#### Your goal
Please say how many lines below include the word "controls", with nothing beyond the number.

#### Provided data
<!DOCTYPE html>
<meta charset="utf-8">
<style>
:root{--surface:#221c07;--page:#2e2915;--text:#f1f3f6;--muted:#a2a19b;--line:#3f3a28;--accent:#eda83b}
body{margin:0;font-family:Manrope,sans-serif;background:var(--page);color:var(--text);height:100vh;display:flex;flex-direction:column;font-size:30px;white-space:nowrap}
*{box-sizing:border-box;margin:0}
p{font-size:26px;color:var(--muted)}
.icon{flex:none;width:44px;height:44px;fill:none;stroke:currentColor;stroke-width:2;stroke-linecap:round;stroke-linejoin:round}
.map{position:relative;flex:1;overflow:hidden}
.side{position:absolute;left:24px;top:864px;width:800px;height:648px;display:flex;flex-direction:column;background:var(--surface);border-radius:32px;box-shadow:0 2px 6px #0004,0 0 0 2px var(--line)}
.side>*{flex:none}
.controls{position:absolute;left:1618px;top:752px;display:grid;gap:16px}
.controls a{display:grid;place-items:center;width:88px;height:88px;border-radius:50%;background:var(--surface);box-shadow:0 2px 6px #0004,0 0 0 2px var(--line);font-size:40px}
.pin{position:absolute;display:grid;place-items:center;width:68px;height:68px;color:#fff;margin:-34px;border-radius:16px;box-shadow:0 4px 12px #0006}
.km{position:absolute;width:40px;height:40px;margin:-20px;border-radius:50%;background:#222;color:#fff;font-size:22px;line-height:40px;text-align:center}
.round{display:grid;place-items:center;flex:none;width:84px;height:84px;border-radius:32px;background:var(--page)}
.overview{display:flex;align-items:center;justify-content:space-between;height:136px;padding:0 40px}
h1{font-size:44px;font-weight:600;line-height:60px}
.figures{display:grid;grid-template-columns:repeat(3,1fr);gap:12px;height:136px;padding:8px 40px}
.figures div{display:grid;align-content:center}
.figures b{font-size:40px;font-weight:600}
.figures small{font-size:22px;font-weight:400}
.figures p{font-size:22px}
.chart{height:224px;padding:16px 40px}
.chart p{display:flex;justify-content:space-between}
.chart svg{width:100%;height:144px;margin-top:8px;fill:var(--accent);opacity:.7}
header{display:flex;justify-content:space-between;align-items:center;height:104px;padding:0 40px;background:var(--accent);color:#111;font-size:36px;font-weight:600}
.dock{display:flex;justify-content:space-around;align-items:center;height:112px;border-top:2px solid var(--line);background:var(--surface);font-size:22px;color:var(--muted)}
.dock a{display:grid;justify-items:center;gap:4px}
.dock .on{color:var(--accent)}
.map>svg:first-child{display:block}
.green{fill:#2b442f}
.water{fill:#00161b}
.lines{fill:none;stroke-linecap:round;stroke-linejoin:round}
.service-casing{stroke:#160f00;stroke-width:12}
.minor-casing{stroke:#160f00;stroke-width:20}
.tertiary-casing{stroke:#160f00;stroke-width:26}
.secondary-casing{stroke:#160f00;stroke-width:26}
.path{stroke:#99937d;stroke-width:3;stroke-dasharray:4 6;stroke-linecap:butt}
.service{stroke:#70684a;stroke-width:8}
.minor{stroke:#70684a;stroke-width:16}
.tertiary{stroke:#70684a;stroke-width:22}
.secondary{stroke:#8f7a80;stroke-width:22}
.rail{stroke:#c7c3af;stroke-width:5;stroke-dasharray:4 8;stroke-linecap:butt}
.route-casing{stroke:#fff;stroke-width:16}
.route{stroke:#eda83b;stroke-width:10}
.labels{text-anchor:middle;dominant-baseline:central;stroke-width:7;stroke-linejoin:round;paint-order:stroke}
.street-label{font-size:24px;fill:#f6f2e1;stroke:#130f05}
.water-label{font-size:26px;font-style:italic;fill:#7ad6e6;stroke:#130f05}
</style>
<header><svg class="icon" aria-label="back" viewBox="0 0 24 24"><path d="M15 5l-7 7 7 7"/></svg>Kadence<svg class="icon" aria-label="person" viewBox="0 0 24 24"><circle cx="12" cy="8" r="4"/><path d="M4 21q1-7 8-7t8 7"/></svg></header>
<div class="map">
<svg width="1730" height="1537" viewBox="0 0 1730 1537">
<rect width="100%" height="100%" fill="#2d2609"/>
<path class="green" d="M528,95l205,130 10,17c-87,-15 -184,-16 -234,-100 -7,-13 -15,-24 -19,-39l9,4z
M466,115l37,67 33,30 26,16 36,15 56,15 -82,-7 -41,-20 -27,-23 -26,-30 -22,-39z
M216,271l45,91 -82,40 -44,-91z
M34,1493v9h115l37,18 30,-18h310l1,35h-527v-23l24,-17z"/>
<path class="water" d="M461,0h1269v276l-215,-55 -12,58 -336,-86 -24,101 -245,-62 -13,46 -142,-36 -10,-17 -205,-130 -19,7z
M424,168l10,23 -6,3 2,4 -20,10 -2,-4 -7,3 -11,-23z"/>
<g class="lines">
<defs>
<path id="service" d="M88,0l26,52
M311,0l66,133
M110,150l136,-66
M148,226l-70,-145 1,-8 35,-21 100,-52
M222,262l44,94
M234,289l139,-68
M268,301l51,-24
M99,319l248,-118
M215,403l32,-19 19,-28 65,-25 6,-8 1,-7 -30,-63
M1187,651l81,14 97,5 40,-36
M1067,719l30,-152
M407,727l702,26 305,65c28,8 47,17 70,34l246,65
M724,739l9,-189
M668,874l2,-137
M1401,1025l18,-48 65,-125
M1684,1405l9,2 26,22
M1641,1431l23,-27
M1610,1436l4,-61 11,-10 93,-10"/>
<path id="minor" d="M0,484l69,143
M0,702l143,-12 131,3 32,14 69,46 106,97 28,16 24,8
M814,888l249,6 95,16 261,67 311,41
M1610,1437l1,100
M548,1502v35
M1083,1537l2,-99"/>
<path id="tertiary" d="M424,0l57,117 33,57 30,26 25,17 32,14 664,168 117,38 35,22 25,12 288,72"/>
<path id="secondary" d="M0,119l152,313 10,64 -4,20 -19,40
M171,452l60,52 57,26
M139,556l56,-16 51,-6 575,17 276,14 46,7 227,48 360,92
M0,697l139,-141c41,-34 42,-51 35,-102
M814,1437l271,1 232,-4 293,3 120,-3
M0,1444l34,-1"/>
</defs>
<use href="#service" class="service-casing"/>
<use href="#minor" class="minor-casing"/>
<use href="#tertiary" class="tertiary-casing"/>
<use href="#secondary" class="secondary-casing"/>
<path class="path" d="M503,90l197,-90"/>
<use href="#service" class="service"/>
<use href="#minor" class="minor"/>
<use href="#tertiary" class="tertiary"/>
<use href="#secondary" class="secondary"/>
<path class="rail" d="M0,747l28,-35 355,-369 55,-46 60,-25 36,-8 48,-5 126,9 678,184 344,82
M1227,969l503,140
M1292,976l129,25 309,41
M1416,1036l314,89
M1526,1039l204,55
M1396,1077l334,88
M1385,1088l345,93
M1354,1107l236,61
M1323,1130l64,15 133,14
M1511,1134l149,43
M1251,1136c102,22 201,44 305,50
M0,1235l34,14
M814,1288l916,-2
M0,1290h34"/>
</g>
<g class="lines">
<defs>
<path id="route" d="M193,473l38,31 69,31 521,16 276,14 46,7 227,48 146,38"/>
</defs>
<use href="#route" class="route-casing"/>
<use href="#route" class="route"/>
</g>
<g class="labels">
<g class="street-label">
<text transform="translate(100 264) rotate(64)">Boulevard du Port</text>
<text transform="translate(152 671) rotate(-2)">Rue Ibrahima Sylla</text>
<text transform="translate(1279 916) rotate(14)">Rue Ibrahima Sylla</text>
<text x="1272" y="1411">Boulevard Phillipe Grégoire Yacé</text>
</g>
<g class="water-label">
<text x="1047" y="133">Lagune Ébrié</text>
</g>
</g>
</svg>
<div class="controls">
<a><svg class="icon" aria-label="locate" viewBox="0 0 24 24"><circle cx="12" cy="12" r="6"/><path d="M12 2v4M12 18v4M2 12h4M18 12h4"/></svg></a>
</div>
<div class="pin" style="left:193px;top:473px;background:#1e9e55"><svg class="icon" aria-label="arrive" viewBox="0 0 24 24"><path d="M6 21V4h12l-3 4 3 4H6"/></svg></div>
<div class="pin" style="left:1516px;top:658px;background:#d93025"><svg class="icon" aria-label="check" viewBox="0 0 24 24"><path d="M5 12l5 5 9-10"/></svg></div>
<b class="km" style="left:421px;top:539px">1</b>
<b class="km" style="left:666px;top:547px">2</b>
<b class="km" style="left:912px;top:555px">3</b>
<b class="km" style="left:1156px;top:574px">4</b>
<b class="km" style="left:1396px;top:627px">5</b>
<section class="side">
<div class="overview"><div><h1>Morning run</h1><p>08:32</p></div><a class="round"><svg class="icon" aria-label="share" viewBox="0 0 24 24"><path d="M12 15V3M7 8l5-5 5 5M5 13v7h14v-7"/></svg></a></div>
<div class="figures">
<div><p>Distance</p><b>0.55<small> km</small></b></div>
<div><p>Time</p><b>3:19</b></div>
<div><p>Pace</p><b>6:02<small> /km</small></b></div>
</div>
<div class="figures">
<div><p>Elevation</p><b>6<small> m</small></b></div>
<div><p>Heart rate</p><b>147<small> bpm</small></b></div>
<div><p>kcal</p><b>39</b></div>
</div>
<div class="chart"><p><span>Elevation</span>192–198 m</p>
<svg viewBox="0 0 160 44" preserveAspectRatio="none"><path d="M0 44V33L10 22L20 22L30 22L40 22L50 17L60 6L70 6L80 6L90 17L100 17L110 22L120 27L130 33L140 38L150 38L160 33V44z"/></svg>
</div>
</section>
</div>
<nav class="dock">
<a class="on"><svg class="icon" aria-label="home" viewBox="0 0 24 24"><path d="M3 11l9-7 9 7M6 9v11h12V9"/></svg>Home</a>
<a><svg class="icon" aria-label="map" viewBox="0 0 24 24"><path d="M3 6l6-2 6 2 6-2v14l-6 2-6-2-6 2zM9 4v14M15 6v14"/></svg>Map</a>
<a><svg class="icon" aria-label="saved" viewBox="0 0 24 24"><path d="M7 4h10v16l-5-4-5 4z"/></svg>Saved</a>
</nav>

#### Task solution
3